Medical marijuana expansion approved by NJ Senate, expungement delayed
What could have been a momentous day for marijuana law in New Jersey fizzled a bit Thursday at the Statehouse, although the state Senate did overwhelmingly approve a bill that that significantly expands New Jersey’s medical marijuana program.
A proposal to erase pot possession convictions wasn’t called for an expected vote, and a change made to the expansion of the medical program means it now requires another vote in the Assembly before it reaches the governor.
The Senate approved the medical marijuana expansion 33-4, with five senators who were opposed to the program’s creation in 2010 now supporting its growth:
Sen. Robert Singer, R-Ocean, voted for it but said “it a crime” to keep charging a sales tax on the drug until Jan. 1, 2025.
“How dare we use the term medical, when it is, and charge poor people and working people and families sales tax on something that helps them feel better. It is outrageous,” Singer said.
Sen. Shirley Turner, D-Mercer, said low-income constituents find they cannot use the program because of the high costs for registering and some of the nation’s highest prices for medical marijuana.
“So we’re leaving a lot of people in pain and misery because of the high cost of medical marijuana and also, adding insult to injury, by putting a tax on it as well,” Turner said.
Sen. Nicholas Scutari, D-Union, said it’s taxed because the state spends a significantly money on oversight and regulation that the federal government normally does but won’t for marijuana.
“It’s just amazing to me how far we have come and how far we have to go on this fight,” Scutari said.
Senator Joseph Vitale, D-Middlesex, said some changes will make it more affordable, such as reducing the number of visits to the doctor that are required each year and expanding the supply by adding more growers and dispensaries.
“This will have the desired effect in terms of the dollars and cents for patients. Should it be more affordable? Absolutely. Should insurance carriers be able to cover it as a benefit? Absolutely,” Vitale said.
The bill must make one more stop before reaching Gov. Phil Murphy. Though the Assembly approved it last week, 65-5, it must concur with an amendment the Senate made to encourage industry workers to unionize. That language was in the bill but in a way that didn’t apply to existing dispensaries.
Senate President Steve Sweeney, D-Gloucester, said there was "a drafting error" in the expungement bill that will be fixed over the next 10 days. He said there’s no internal party controversy and that the delay is not connected to the broader issue of decriminalizing marijuana possession.
“Decriminalization is a separate subject that the speaker and I had a conversation on today to – again, trying to figure it out,” Sweeney said. “It’s a – look, here’s one the governor and I agree on right now.”

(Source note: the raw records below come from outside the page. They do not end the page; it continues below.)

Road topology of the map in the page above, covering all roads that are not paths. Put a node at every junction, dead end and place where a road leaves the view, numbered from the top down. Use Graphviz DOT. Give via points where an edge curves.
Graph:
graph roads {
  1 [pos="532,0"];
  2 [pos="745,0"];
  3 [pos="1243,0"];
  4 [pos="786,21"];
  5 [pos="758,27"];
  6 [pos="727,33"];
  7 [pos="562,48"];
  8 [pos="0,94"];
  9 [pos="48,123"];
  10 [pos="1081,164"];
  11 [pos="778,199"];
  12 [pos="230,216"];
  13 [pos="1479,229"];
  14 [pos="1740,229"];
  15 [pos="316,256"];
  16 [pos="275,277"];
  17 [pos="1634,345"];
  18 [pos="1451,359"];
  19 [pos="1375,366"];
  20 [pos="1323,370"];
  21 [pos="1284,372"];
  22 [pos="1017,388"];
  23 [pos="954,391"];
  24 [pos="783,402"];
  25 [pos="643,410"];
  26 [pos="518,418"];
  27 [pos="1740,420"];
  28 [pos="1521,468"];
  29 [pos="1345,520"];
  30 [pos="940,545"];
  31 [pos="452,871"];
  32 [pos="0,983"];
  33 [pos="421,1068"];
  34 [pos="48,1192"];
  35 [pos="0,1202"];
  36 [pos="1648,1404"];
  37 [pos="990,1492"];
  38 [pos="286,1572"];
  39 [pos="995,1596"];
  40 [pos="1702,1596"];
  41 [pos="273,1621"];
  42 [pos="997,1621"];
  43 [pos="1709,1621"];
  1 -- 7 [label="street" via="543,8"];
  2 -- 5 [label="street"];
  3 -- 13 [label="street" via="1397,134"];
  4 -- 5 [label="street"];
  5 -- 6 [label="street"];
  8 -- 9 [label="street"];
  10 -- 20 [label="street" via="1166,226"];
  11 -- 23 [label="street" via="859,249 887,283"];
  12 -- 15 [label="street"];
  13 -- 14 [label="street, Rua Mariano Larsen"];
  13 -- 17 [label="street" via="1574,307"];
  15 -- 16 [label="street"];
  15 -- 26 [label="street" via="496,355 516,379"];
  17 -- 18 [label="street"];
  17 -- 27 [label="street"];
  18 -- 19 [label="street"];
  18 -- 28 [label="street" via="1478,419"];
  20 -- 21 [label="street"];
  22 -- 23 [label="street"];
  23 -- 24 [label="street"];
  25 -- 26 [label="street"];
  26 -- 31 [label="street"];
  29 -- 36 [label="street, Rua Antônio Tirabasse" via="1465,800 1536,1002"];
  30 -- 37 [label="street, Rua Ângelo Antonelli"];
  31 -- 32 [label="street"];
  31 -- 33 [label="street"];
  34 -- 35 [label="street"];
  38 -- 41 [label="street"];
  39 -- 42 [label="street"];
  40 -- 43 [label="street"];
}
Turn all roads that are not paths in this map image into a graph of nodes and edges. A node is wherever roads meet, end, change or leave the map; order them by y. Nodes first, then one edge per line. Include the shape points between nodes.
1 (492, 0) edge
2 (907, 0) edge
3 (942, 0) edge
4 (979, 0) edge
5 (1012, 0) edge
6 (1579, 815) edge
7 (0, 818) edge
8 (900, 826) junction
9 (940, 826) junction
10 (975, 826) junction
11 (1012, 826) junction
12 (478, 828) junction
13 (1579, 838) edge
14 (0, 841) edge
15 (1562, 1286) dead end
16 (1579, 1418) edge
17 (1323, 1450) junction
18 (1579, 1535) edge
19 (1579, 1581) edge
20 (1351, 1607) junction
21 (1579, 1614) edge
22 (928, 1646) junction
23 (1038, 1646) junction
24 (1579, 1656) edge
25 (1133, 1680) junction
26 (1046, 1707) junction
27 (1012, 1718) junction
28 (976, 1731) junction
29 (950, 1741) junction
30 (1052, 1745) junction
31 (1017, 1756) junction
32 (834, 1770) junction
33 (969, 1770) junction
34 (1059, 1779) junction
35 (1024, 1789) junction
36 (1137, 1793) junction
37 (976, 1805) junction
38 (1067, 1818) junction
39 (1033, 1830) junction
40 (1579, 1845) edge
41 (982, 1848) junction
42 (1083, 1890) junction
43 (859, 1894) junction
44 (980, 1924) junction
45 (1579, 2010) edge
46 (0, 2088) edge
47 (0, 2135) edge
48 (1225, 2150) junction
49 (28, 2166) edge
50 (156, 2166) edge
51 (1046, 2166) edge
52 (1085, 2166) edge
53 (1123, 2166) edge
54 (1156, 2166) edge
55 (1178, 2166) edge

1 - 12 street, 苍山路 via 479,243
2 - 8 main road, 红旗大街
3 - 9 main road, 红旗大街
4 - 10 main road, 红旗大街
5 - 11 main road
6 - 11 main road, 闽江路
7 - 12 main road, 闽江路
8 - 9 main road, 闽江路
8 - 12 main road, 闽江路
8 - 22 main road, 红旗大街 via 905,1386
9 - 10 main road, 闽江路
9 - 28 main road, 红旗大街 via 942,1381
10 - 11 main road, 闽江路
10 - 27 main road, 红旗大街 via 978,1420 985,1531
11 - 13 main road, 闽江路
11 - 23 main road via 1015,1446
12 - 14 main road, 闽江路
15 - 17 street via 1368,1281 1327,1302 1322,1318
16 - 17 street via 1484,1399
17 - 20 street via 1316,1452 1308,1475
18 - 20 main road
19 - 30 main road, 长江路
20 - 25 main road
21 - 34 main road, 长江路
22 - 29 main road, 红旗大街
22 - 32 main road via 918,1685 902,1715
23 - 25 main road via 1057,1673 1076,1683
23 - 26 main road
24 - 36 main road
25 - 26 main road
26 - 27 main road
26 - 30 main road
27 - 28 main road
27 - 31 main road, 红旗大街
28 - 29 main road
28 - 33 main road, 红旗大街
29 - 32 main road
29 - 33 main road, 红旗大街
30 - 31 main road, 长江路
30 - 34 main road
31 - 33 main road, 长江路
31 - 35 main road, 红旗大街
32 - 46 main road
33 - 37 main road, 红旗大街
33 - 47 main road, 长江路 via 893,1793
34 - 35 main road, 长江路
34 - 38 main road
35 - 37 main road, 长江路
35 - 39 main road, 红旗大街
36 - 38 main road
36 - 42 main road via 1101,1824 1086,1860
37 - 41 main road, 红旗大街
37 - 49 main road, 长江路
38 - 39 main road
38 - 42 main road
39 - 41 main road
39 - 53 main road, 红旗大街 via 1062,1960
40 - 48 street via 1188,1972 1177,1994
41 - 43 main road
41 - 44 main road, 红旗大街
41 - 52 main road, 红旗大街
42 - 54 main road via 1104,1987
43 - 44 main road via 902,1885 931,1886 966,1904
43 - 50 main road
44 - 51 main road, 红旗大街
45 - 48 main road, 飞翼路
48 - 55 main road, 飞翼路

Sweeney said the Senate vote on the expungement bill will be held June 10. That's also probably the day the Assembly will probably approve the medical marijuana bill and send it to Murphy. It's not clear if the Assembly will take up expungement that day, as well.
The five senators who voted against the creation of the medical marijuana program but supported its expansion Thursday were Dawn Addiego, D-Burlington; Richard Codey, D-Essex; Tom Kean Jr., R-Union; Steve Oroho, R-Sussex; and Ron Rice, D-Essex. Addiego was in the Assembly, and a Republican, in 2010.
Sen. Gerald Cardinale, R-Bergen, voted against the bill in 2010 but didn’t vote Thursday, though he was present. In a floor speech, he said he no longer believes the marijuana doesn’t provide some valid medical benefits but that hemp is a better source for its helpful cannabinoids.
Sen. Joseph Pennacchio, R-Morris, voted for the bill in 2010 but against it Thursday.